French President Emmanuel Macron has warned he intends to make life difficult for people in France who have not been vaccinated against Covid-19.
"I really want to hassle them, and we will continue to do this - to the end," he told France's Le Parisien newspaper.
But political opponents said the strong language he used in the interview was not worthy of a president.
His comments came as a bill on Covid passes was delayed by opposition MPs uniting against the government.
A debate in parliament on the bill, which would bar the unvaccinated from much of public life, was prevented from continuing after midnight.
The legislation was expected to be approved in a vote this week, but it has angered vaccine opponents and several French MPs have said they have received death threats over the issue.
In his interview with Le Parisien on Tuesday, Mr Macron said that while he would not "vaccinate by force", he hoped to encourage people to get jabbed by "limiting as much as possible their access to activities in social life".
"I won't send [unvaccinated people] to prison," he said. "So we need to tell them, from 15 January, you will no longer be able to go to the restaurant. You will no longer be able to go for a coffee, you will no longer be able to go to the theatre. You will no longer be able to go to the cinema."
The language Mr Macron used about hassling or annoying the unvaccinated is considered to be slang and prompted a strong reaction from opposition politicians.
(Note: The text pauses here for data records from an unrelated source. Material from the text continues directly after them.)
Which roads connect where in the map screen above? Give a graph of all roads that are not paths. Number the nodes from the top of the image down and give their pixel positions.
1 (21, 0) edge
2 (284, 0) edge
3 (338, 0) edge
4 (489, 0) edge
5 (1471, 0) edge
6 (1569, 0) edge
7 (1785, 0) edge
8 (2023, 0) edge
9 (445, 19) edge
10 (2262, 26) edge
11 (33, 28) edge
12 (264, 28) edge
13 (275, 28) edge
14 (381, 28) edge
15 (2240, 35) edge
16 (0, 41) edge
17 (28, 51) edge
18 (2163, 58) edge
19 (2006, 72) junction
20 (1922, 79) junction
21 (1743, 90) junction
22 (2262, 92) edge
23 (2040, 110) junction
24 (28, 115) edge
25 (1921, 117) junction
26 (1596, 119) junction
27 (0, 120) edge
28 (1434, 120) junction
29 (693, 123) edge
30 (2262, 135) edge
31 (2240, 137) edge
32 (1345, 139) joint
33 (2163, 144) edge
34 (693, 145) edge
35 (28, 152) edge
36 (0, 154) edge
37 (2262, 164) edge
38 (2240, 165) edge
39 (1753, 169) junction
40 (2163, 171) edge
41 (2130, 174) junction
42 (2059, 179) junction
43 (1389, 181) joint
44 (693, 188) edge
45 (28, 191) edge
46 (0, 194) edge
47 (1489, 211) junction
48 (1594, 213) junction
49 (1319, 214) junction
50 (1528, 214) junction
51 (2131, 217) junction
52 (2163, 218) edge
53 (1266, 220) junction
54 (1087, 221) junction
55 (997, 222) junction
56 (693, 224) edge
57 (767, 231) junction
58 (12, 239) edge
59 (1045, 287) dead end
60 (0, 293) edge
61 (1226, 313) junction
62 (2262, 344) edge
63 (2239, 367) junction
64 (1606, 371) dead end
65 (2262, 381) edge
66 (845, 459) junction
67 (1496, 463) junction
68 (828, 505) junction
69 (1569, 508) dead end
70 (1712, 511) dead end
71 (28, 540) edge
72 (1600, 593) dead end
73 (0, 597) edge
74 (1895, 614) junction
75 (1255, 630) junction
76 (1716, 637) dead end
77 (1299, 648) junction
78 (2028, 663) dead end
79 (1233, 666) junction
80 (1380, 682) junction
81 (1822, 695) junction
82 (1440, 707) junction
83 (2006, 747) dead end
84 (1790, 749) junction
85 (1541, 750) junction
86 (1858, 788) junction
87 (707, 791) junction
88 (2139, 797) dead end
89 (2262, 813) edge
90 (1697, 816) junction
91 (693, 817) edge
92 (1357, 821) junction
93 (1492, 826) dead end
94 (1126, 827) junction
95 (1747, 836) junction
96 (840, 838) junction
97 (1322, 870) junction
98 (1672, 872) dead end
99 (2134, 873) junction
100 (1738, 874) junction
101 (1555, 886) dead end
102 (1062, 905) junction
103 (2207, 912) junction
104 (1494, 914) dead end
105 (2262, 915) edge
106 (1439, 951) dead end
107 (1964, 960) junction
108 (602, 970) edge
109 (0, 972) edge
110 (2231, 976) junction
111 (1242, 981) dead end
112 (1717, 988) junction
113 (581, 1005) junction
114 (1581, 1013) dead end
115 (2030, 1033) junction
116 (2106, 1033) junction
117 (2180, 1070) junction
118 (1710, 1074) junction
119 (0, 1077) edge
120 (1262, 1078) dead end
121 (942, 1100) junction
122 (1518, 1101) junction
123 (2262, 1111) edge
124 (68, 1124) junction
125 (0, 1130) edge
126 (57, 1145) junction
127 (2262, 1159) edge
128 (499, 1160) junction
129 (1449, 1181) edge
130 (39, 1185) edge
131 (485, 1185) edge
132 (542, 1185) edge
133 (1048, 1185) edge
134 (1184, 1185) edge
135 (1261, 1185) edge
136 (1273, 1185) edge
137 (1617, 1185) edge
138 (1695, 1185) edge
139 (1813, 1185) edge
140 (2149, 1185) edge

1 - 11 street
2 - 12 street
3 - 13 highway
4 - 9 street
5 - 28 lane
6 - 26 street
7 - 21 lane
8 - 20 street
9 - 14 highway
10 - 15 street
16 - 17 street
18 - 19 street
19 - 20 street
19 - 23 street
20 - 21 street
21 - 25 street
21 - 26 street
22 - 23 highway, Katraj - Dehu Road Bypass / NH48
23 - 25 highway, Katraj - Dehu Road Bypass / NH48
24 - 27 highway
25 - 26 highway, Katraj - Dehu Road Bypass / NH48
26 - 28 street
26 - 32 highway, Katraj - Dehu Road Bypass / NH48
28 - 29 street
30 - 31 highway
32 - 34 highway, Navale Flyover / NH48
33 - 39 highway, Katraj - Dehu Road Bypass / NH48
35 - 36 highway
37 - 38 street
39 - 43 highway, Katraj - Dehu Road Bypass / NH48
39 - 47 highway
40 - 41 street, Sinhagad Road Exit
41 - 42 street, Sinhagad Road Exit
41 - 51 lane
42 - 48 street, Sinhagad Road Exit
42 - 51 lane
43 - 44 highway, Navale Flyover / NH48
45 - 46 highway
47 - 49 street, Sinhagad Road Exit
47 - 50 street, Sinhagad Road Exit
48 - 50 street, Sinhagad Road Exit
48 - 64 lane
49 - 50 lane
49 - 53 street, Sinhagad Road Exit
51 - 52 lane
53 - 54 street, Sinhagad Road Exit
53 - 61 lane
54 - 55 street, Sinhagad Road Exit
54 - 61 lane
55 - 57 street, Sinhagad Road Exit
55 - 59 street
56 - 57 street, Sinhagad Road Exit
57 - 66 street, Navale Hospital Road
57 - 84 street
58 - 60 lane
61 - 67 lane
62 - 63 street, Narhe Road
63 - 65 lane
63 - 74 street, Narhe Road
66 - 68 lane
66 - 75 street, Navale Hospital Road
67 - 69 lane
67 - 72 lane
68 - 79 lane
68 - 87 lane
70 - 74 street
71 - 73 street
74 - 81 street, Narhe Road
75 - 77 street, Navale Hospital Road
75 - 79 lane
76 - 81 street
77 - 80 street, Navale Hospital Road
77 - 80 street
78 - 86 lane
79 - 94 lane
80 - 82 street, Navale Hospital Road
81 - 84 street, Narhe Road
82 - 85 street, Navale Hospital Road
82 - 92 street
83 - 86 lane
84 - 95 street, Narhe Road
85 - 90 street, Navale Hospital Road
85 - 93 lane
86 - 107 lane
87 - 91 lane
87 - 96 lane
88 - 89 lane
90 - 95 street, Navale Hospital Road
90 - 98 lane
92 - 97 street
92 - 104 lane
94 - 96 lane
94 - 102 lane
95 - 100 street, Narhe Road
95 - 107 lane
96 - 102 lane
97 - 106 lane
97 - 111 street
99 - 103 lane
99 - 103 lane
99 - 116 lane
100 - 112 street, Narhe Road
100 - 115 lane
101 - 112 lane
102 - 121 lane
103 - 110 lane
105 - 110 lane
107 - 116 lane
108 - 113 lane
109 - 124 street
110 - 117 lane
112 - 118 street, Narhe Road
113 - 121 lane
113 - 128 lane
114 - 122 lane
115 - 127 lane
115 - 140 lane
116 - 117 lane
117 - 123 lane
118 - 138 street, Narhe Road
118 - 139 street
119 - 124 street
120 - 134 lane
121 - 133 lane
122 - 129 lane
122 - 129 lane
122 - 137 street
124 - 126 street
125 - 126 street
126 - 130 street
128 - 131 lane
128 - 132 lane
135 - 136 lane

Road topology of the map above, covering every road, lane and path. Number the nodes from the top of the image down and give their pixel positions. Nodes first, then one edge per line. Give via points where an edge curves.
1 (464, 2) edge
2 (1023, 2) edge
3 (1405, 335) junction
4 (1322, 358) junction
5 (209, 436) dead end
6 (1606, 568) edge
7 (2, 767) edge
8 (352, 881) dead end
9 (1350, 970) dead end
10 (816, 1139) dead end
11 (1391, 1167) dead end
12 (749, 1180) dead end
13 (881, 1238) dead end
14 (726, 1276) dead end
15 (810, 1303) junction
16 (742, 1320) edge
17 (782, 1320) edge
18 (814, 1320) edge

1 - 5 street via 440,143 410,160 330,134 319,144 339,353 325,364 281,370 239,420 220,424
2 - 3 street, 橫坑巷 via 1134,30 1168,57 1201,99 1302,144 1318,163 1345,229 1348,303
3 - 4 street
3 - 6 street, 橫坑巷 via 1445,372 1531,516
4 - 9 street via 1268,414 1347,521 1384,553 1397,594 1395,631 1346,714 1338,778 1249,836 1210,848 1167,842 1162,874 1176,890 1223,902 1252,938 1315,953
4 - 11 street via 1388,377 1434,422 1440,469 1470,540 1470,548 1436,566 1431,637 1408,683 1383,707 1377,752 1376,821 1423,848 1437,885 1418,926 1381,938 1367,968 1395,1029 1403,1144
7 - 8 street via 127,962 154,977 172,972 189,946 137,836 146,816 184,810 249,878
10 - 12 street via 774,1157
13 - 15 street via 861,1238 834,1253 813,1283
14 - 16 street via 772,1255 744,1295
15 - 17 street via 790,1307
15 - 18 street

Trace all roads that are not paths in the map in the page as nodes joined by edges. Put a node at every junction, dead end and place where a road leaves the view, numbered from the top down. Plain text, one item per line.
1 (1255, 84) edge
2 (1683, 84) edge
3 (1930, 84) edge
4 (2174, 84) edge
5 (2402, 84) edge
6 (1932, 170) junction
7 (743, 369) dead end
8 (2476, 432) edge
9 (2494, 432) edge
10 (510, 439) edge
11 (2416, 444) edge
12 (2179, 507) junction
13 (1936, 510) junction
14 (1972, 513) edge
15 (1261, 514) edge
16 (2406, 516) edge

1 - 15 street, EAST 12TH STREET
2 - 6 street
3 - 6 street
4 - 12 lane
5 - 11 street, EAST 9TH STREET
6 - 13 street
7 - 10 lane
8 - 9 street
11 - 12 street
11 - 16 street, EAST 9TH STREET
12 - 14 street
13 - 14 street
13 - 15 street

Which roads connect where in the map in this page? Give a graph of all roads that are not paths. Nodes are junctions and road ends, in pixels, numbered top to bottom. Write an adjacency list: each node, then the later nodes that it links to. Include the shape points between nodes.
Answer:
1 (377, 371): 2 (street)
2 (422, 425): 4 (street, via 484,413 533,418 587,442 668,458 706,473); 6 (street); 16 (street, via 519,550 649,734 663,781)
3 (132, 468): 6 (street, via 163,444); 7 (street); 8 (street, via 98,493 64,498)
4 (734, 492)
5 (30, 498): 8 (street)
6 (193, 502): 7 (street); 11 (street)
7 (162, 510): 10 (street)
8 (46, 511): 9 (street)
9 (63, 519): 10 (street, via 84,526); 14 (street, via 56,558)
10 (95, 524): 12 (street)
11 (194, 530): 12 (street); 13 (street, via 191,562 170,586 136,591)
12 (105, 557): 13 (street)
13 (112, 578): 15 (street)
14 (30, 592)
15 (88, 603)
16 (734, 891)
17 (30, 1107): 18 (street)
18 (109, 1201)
"No health emergency justifies such words," said Bruno Retailleau, Senate leader of the right-wing Republicans, quoted by AFP.
"Emmanuel Macron says he has learned to love the French, but it seems he especially likes to despise them."
Far-right leader Marine le Pen tweeted: "A president shouldn't say that... Emmanuel Macron is unworthy of his office."
Meanwhile, leftist politician Jean-Luc Melenchon described the remarks as an "astonishing confession".
"It is clear, the vaccination pass is a collective punishment against individual freedom," he added.
France has one of the highest Covid vaccination rates in the EU, with more than 90% of the adult population double-jabbed.
For months France has asked people to show either proof of vaccination or a negative Covid test to access many public venues.
But the French government wants to remove the option to show a negative test in response to record increases in infections, driven by the highly contagious Omicron and Delta variants of Covid.
On Tuesday, the country reported 271,686 new daily Covid cases - the highest number of daily infections recorded in France since the start of the pandemic.
Mr Macron is still yet to formally declare he will run for a second term in April's presidential elections, but told Le Parisien in Tuesday's interview that he wanted to and will clarify his decision "once the health situation allows it".